Il y a pourtant des phrases qui pourraient prêter à confusion dans ce que disent les gens et qui n’est qu’une image, une façon de parler : « je vois la vie en rose », de cette couleur rose qui symboliserait donc le bonheur ; « je broie du noir » liant cette non couleur à la dépression, tout du moins à un certain mal être ; « je suis verte » pour exprimer une déception et même « j’ai eu une peur bleue » qui pousse à se demander si une peur marron n’aurait pas été pire encore. Toujours est-il qu’en aucun cas, ceux qui sont amenés à prononcer ces phrases ne voient littéralement la vie en rose ou noir, pas plus qu’ils ne sont verts ou bleus…

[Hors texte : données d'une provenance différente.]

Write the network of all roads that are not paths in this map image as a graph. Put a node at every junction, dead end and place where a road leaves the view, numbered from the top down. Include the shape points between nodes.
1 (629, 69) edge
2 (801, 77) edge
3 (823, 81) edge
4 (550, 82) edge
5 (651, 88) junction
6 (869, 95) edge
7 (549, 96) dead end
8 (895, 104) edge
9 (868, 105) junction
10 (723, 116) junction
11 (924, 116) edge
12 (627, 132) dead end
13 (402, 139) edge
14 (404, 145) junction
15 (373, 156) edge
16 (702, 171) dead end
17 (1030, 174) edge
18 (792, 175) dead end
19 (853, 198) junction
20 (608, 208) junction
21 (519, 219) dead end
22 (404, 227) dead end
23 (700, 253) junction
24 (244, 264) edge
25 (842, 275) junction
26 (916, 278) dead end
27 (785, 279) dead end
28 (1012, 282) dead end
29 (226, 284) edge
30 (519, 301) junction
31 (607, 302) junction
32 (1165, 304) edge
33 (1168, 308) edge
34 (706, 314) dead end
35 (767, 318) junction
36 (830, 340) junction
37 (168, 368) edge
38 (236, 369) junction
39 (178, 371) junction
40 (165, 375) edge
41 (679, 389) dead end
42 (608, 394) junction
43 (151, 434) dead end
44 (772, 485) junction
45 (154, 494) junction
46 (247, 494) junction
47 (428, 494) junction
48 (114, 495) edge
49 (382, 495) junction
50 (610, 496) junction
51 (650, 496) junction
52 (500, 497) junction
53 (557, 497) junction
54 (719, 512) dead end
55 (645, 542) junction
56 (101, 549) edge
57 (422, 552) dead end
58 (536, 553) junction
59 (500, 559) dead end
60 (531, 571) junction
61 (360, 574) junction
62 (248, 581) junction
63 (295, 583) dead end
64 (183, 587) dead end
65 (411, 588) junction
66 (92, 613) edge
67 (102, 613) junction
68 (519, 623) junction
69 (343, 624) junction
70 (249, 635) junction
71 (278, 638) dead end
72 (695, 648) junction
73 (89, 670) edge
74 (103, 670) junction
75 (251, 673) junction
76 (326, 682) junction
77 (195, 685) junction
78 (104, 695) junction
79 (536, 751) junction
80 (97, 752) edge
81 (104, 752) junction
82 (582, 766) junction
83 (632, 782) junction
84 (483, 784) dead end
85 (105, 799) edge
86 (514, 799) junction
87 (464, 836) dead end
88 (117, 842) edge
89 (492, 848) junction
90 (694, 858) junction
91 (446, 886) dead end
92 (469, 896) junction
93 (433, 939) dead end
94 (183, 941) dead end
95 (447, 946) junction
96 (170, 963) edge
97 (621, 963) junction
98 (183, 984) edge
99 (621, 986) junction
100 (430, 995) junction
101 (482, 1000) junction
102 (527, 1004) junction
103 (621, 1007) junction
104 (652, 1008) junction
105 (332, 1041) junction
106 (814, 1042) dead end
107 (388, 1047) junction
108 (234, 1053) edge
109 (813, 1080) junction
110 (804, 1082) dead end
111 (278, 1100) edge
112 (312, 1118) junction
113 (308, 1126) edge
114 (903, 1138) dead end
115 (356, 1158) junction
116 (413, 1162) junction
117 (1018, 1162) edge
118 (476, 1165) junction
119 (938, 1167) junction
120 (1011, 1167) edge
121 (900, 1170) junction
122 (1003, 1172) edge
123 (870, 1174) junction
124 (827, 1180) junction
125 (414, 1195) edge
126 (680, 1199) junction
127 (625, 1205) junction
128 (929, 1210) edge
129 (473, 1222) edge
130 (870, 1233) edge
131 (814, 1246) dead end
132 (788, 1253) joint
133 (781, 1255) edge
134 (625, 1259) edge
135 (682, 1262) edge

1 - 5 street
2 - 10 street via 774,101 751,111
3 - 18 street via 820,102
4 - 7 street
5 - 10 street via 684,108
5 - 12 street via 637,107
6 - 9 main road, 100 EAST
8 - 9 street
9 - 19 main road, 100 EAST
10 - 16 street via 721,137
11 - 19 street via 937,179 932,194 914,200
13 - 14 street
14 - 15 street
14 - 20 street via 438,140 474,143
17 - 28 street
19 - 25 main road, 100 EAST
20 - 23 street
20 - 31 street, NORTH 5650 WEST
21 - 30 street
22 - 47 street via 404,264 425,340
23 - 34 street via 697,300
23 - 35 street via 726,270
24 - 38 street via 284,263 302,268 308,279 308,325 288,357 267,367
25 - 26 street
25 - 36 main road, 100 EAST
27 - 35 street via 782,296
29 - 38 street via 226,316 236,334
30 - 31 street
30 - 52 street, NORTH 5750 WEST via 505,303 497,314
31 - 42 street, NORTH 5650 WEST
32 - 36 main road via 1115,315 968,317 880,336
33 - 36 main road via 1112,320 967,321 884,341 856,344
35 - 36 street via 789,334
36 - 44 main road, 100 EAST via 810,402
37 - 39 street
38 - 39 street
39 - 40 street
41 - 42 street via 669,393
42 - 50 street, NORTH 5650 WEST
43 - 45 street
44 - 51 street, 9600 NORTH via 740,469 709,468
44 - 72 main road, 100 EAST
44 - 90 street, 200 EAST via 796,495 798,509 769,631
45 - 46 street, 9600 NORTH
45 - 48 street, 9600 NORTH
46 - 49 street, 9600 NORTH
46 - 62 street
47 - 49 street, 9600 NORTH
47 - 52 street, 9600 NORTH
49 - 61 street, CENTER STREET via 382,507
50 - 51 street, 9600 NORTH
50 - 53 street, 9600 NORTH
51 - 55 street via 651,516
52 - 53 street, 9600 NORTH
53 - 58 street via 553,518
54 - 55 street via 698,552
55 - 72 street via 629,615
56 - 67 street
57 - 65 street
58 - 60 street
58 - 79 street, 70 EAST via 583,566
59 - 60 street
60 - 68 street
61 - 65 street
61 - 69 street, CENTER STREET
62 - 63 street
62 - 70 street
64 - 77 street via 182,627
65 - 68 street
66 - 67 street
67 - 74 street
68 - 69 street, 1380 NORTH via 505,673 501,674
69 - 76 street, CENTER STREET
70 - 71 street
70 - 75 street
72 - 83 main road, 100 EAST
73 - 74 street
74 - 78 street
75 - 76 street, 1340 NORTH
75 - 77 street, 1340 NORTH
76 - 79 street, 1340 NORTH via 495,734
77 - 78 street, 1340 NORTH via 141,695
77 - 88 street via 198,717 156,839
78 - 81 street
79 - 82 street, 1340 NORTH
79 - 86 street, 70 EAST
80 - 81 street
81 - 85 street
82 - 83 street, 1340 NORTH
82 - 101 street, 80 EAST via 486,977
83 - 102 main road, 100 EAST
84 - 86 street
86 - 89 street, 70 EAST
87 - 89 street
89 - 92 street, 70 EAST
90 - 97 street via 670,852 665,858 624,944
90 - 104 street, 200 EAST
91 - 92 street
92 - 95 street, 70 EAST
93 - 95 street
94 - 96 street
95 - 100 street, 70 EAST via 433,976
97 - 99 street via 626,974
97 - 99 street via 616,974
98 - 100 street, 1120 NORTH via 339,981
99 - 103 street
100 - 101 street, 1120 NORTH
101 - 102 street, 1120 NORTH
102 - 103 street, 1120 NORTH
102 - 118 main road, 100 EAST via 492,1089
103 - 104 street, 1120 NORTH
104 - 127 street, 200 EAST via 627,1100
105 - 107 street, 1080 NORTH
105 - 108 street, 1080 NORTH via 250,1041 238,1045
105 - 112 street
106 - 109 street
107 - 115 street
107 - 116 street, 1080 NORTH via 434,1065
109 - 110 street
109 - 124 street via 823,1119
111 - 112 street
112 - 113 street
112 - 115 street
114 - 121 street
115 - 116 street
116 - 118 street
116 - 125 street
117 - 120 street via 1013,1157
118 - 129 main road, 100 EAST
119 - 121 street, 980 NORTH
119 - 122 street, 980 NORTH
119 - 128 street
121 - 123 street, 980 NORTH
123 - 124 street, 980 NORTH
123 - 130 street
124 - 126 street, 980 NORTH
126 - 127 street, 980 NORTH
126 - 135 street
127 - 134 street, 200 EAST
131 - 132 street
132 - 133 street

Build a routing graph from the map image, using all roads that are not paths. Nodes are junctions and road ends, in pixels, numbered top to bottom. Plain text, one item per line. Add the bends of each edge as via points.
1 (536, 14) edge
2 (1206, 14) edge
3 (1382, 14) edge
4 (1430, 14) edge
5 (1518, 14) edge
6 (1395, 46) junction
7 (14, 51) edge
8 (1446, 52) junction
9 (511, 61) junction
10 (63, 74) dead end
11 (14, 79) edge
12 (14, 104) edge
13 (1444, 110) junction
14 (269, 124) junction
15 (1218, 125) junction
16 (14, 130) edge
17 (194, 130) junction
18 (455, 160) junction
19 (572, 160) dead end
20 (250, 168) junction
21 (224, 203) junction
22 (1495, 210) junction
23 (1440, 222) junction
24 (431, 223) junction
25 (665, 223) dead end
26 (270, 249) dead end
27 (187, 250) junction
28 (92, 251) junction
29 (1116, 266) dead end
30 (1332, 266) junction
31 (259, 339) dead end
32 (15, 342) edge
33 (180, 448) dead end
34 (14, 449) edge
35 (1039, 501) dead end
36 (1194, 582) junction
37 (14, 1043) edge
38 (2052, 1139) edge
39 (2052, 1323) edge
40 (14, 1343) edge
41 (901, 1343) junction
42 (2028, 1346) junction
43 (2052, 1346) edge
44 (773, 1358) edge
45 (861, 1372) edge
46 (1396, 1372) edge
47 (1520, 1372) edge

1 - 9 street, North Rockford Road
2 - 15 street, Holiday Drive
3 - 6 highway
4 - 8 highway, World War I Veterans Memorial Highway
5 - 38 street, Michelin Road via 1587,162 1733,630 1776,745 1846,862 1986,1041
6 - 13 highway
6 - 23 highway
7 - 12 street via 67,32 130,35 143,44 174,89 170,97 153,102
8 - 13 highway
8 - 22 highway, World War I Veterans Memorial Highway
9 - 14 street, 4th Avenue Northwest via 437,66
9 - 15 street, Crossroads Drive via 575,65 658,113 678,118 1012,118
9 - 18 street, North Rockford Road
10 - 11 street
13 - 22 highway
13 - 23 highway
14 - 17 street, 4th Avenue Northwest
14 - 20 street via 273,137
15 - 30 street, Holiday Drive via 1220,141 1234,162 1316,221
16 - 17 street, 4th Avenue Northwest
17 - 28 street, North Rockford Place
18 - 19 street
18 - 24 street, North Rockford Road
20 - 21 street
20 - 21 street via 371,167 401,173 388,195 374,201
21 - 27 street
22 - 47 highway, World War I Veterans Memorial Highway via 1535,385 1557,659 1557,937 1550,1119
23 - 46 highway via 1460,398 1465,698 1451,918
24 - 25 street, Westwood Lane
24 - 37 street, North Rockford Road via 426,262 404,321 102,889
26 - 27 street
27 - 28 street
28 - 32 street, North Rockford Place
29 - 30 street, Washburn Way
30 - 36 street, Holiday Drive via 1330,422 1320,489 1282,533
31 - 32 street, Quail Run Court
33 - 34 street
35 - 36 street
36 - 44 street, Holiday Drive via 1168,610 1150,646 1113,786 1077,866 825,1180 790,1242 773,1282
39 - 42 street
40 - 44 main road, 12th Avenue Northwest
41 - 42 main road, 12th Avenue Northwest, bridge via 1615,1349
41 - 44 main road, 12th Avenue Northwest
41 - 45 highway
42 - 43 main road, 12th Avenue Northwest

Et pourtant, face à certaines scènes, confrontés à certaines ambiances, on peut parfois s’imaginer dans d’autres couleurs que celles que nous propose, je devrais dire « impose », la réalité, d’autres couleurs donc que celles que nos yeux voient au quotidien, dès lors qu’ils sont ouverts. Se projeter dans du noir et blanc est sans doute la plus simple et la plus classique des transpositions colorimétriques. Pour faire ressortir certains contrastes, certaines zones, pour amener l’œil à se concentrer sur un tout plus que sur une couleur particulière. Devant une photo en noir et blanc, personne ne trouvera bizarre que les couleurs de la réalité aient disparu alors que ce travestissement est quand même assez extraordinaire si on y réfléchit un peu.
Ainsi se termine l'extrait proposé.